I wish I knew what it really meant to lose your independence.  I often thought I never really had independence because I lived at home throughout college, had a baby while still living with my parents, and then moved into a home with my child, so I was never in a “place of my own.” My idea of independence has changed significantly. The loss of independence due to GBM can start with immediately losing the ability to drive yourself anywhere you want to go and can be followed by no longer being able to be left alone. Then there is the need to rely on others to make your medical decisions because you can’t comprehend your options. These can be the initial, painful losses. Down the line….needing others to get you in and out of bed, on and off the toilet, dressed, fed, bathed. My point is independence isn’t being on your own…..it goes way beyond that. You really have no idea what loss of independence is until you’ve witnessed this.

I wish I knew what the road to death by GBM would be like.  We knew that death would come much sooner than it should. We were given the statistics. The average life span is only 15 months. Only 20 percent of people diagnosed with this disease live to the two year mark. But you’re never really prepared for what it LOOKS like or how quickly things can change. To see a once physically fit, strong woman become a physical and mental shell of herself is shocking. Bedridden, bloated abdomen from medications, skeletal legs from muscle loss, blank stares as you realize she either doesn’t recognize you, can’t recall your name, or can’t comprehend that you’re even there. The truly unfair part of brain cancer is that it not only destroys the organ in which it resides but inevitably all of you because it’s your BRAIN. Once calm people become agitated, once loving people become emotionless, once happy people become sad….all while your body begins to fall apart because its command center is being eaten away by a parasite called brain cancer. All the basic tasks…walking, talking, thinking, breathing, chewing, swallowing…. become difficult and ultimately impossible.
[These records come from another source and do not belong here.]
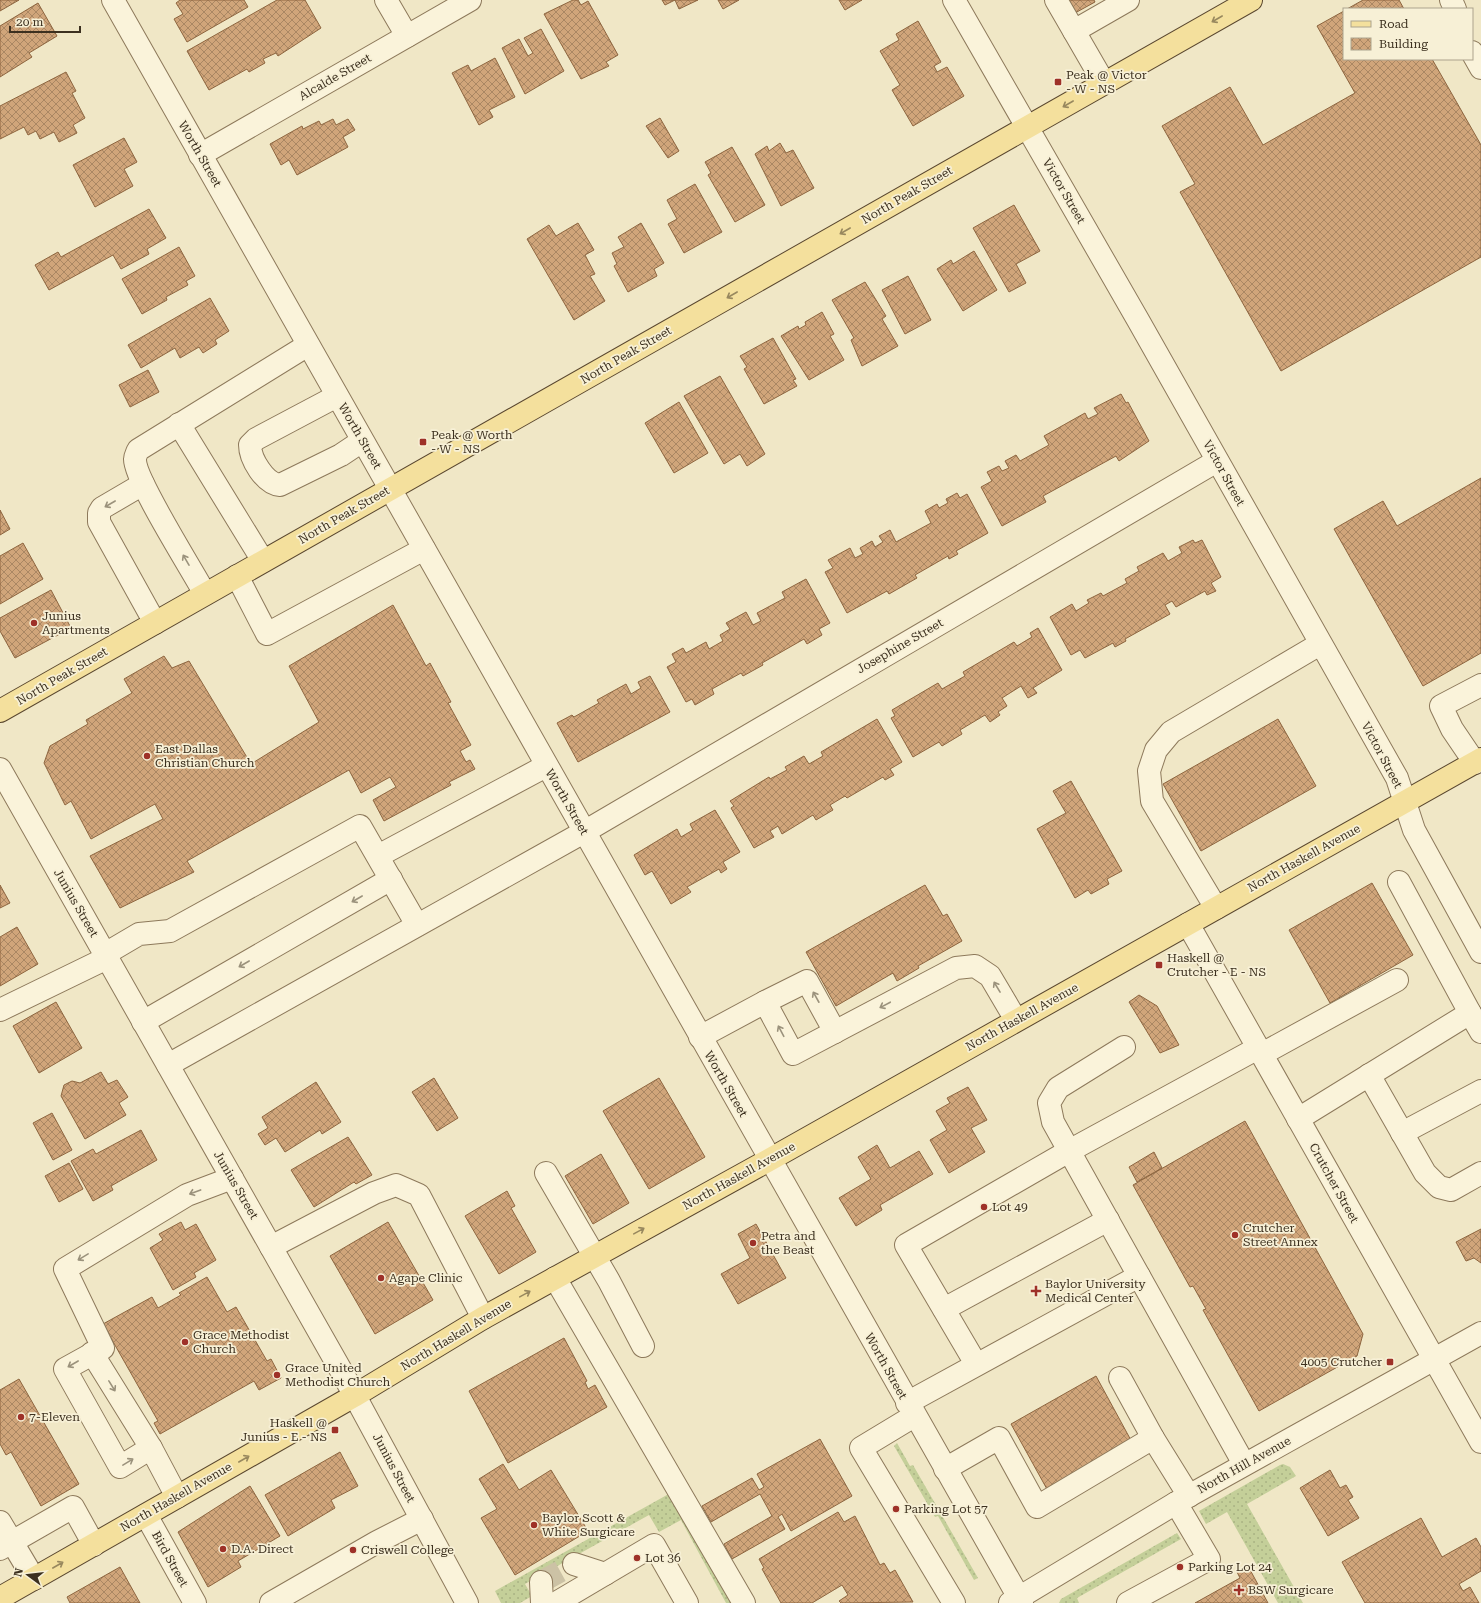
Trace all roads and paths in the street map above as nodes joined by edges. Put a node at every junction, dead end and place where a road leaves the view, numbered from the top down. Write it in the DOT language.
graph roads {
  1 [pos="113,0"];
  2 [pos="386,0"];
  3 [pos="470,0"];
  4 [pos="954,0"];
  5 [pos="1056,0"];
  6 [pos="1128,0"];
  7 [pos="1251,0"];
  8 [pos="1074,31"];
  9 [pos="407,36"];
  10 [pos="1473,54"];
  11 [pos="1481,68"];
  12 [pos="1104,83"];
  13 [pos="1027,127"];
  14 [pos="200,155"];
  15 [pos="308,345"];
  16 [pos="337,396"];
  17 [pos="179,424"];
  18 [pos="362,441"];
  19 [pos="1217,461"];
  20 [pos="143,484"];
  21 [pos="390,489"];
  22 [pos="424,549"];
  23 [pos="263,561"];
  24 [pos="237,576"];
  25 [pos="205,594"];
  26 [pos="155,623"];
  27 [pos="1320,644"];
  28 [pos="1481,685"];
  29 [pos="0,712"];
  30 [pos="1478,761"];
  31 [pos="546,766"];
  32 [pos="0,769"];
  33 [pos="1405,801"];
  34 [pos="584,832"];
  35 [pos="378,856"];
  36 [pos="391,879"];
  37 [pos="1399,882"];
  38 [pos="1216,908"];
  39 [pos="1188,924"];
  40 [pos="417,926"];
  41 [pos="1481,952"];
  42 [pos="106,956"];
  43 [pos="1397,980"];
  44 [pos="765,1002"];
  45 [pos="0,1010"];
  46 [pos="1470,1013"];
  47 [pos="1016,1020"];
  48 [pos="143,1022"];
  49 [pos="834,1032"];
  50 [pos="1481,1032"];
  51 [pos="700,1037"];
  52 [pos="1124,1047"];
  53 [pos="1260,1051"];
  54 [pos="168,1065"];
  55 [pos="1369,1075"];
  56 [pos="1481,1091"];
  57 [pos="1298,1119"];
  58 [pos="1402,1133"];
  59 [pos="1069,1151"];
  60 [pos="769,1160"];
  61 [pos="546,1173"];
  62 [pos="1481,1174"];
  63 [pos="232,1178"];
  64 [pos="1108,1220"];
  65 [pos="271,1247"];
  66 [pos="594,1256"];
  67 [pos="1139,1276"];
  68 [pos="555,1278"];
  69 [pos="944,1309"];
  70 [pos="483,1318"];
  71 [pos="1481,1333"];
  72 [pos="644,1346"];
  73 [pos="92,1353"];
  74 [pos="1434,1360"];
  75 [pos="976,1364"];
  76 [pos="1120,1378"];
  77 [pos="354,1396"];
  78 [pos="911,1409"];
  79 [pos="1153,1438"];
  80 [pos="1481,1442"];
  81 [pos="150,1448"];
  82 [pos="1244,1464"];
  83 [pos="945,1469"];
  84 [pos="177,1497"];
  85 [pos="1182,1500"];
  86 [pos="146,1515"];
  87 [pos="422,1519"];
  88 [pos="0,1522"];
  89 [pos="6,1545"];
  90 [pos="94,1545"];
  91 [pos="574,1564"];
  92 [pos="605,1574"];
  93 [pos="34,1579"];
  94 [pos="541,1582"];
  95 [pos="0,1598"];
  96 [pos="1017,1601"];
  97 [pos="195,1603"];
  98 [pos="271,1603"];
  99 [pos="467,1603"];
  100 [pos="542,1603"];
  101 [pos="556,1603"];
  102 [pos="687,1603"];
  103 [pos="744,1603"];
  104 [pos="954,1603"];
  105 [pos="1128,1603"];
  1 -- 14 [label="street, Worth Street"];
  2 -- 9 [label="street"];
  3 -- 9 [label="street, Alcalde Street"];
  4 -- 13 [label="street, Victor Street"];
  5 -- 8 [label="street"];
  6 -- 8 [label="street"];
  7 -- 12 [label="main road, North Peak Street, one-way"];
  8 -- 12 [label="street"];
  9 -- 14 [label="street, Alcalde Street"];
  10 -- 11 [label="street"];
  12 -- 13 [label="main road, North Peak Street, one-way"];
  13 -- 19 [label="street, Victor Street"];
  13 -- 21 [label="main road, North Peak Street, one-way"];
  14 -- 15 [label="street, Worth Street"];
  15 -- 16 [label="street, Worth Street"];
  15 -- 17 [label="street"];
  16 -- 18 [label="street, Worth Street"];
  16 -- 18 [label="street"];
  17 -- 20 [label="street"];
  17 -- 23 [label="street"];
  18 -- 21 [label="street, Worth Street"];
  19 -- 27 [label="street, Victor Street"];
  19 -- 34 [label="street, Josephine Street"];
  25 -- 20 [label="street, one-way"];
  20 -- 26 [label="street, one-way"];
  21 -- 22 [label="street, Worth Street"];
  21 -- 23 [label="main road, North Peak Street"];
  22 -- 24 [label="street"];
  22 -- 31 [label="street, Worth Street"];
  23 -- 24 [label="main road, North Peak Street"];
  24 -- 25 [label="main road, North Peak Street"];
  25 -- 26 [label="main road, North Peak Street"];
  26 -- 29 [label="main road, North Peak Street"];
  27 -- 33 [label="street, Victor Street"];
  27 -- 38 [label="street"];
  28 -- 30 [label="street"];
  30 -- 33 [label="main road, North Haskell Avenue"];
  31 -- 34 [label="street, Worth Street"];
  31 -- 35 [label="street"];
  32 -- 42 [label="street, Junius Street"];
  33 -- 38 [label="main road, North Haskell Avenue"];
  33 -- 41 [label="street, Victor Street"];
  34 -- 40 [label="street, Josephine Street"];
  34 -- 51 [label="street, Worth Street"];
  35 -- 36 [label="street"];
  35 -- 42 [label="street"];
  36 -- 40 [label="street"];
  36 -- 48 [label="street, one-way"];
  37 -- 46 [label="street"];
  38 -- 39 [label="main road, North Haskell Avenue"];
  39 -- 47 [label="main road, North Haskell Avenue"];
  39 -- 53 [label="street, Crutcher Street"];
  40 -- 54 [label="street, Josephine Street"];
  42 -- 45 [label="street"];
  42 -- 48 [label="street, Junius Street"];
  43 -- 53 [label="street"];
  49 -- 44 [label="street, one-way"];
  49 -- 44 [label="street, one-way"];
  44 -- 51 [label="street"];
  46 -- 50 [label="street"];
  46 -- 55 [label="street"];
  47 -- 49 [label="street, one-way"];
  47 -- 60 [label="main road, North Haskell Avenue"];
  48 -- 54 [label="street, Junius Street"];
  51 -- 60 [label="street, Worth Street"];
  52 -- 59 [label="street"];
  53 -- 57 [label="street, Crutcher Street"];
  53 -- 59 [label="street"];
  54 -- 63 [label="street, Junius Street"];
  55 -- 57 [label="street"];
  55 -- 58 [label="street"];
  56 -- 58 [label="street"];
  57 -- 74 [label="street, Crutcher Street"];
  58 -- 62 [label="street"];
  59 -- 64 [label="street"];
  59 -- 69 [label="street"];
  66 -- 60 [label="main road, North Haskell Avenue, one-way"];
  60 -- 78 [label="street, Worth Street"];
  61 -- 66 [label="street"];
  63 -- 65 [label="street, Junius Street"];
  63 -- 73 [label="street, one-way"];
  64 -- 67 [label="street"];
  64 -- 69 [label="street"];
  65 -- 70 [label="street"];
  65 -- 77 [label="street, Junius Street"];
  66 -- 68 [label="main road, North Haskell Avenue"];
  66 -- 72 [label="street"];
  67 -- 75 [label="street"];
  67 -- 82 [label="street"];
  70 -- 68 [label="main road, North Haskell Avenue, one-way"];
  68 -- 103 [label="street"];
  69 -- 75 [label="street"];
  70 -- 77 [label="main road, North Haskell Avenue"];
  71 -- 74 [label="street, North Hill Avenue"];
  73 -- 81 [label="street, one-way"];
  73 -- 81 [label="street, one-way"];
  74 -- 80 [label="street, Crutcher Street"];
  74 -- 82 [label="street, North Hill Avenue"];
  75 -- 78 [label="street"];
  76 -- 79 [label="street"];
  84 -- 77 [label="main road, North Haskell Avenue, one-way"];
  77 -- 87 [label="street, Junius Street"];
  78 -- 83 [label="street, Worth Street"];
  78 -- 104 [label="street"];
  79 -- 83 [label="street"];
  79 -- 85 [label="street"];
  81 -- 84 [label="street"];
  82 -- 85 [label="street, North Hill Avenue"];
  83 -- 96 [label="street, Worth Street"];
  84 -- 86 [label="main road, North Haskell Avenue"];
  85 -- 96 [label="street, North Hill Avenue"];
  85 -- 105 [label="street"];
  86 -- 90 [label="main road, North Haskell Avenue"];
  86 -- 97 [label="street, Bird Street"];
  87 -- 98 [label="street"];
  87 -- 99 [label="street, Junius Street"];
  88 -- 89 [label="street"];
  89 -- 90 [label="street"];
  89 -- 93 [label="street"];
  93 -- 90 [label="main road, North Haskell Avenue, one-way"];
  91 -- 92 [label="street"];
  92 -- 101 [label="street"];
  92 -- 102 [label="street"];
  93 -- 95 [label="main road, North Haskell Avenue"];
  94 -- 100 [label="street"];
}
I wish I knew more about treatment options.  My mom was one of the lucky ones that had the right genetic markers to respond positively to chemotherapy. Given that, should we have passed on concurrent radiation? The tumor was held at bay by the monthly chemo up until the time we decided to stop treatment. My mom’s downfall was ultimately the radiation. Radiation can continue to kill off “good brain” for months and years after the actual treatment is over. Because the tumor was inoperable, “standard of care” or six weeks of concurrent radiation and chemotherapy, was all we were given as a treatment option. When in this situation, you put all faith in the expert that is giving you your so-called options. Since then, I’ve read about a woman who has thrived for over a decade with GBM and she refused radiation and only did chemo. Granted, her tumor was operable, but it still makes me wonder…should we have done that? Would the chemo, on its own, have been enough to extend a quality life given the genetic markers? Could we have then avoided the radiation damage that ultimately destroyed all aspects of who my mom was? I will never know the answer to these questions but I can tell you they haunt me.

This experience has educated me in both good and bad ways. The good that I’ve learned from this is that I should follow my mom’s lead and always make family my number one priority. Though I am trying every day to reprioritize, and admit I haven’t been great at it so far, there’s nothing that should be put ahead of family.

My 62 year old mom is currently under Hospice care and approaching the finish line of her journey through this horrible disease. She is very eager (and oddly so are we), for her reunion with her mother, father, and two of her brothers who also went prematurely before her – Joe (23) and Mike (57).